## Exercise aim:
Without the pictures, retype each line below exactly as it stands.

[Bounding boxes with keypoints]
== Segment start ==
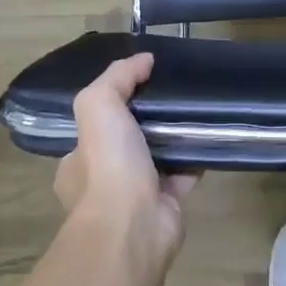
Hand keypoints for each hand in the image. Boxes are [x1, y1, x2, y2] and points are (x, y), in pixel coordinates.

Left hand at [55, 52, 196, 261]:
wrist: (133, 225)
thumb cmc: (107, 164)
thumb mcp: (98, 104)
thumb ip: (117, 77)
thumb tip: (144, 59)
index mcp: (77, 162)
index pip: (93, 128)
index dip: (114, 106)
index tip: (140, 85)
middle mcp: (102, 182)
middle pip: (128, 142)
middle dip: (147, 124)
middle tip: (172, 97)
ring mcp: (134, 198)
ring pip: (157, 159)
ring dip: (173, 139)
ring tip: (194, 112)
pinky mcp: (166, 207)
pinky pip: (183, 176)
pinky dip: (195, 159)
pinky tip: (209, 138)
== Segment end ==
## Expected answer:
Hand keypoints for each hand in the image. Boxes are [x1, y1, x2, y2] and points are (x, y), in pixel coordinates.

Left hand at [55, 52, 196, 261]:
wrist: (133, 225)
thumb cmc: (107, 164)
thumb mcp: (98, 104)
thumb ip: (117, 77)
thumb tip: (144, 59)
index mcp: (77, 162)
index pip: (93, 128)
index dip: (114, 106)
index tip: (140, 85)
middle mcp: (102, 182)
middle pip: (128, 142)
middle dip: (147, 124)
middle tip: (172, 97)
ring mcp: (134, 198)
ring pip: (157, 159)
ring dip: (173, 139)
ring tip: (194, 112)
pinky mcp: (166, 207)
pinky pip: (183, 176)
pinky dip: (195, 159)
pinky tip: (209, 138)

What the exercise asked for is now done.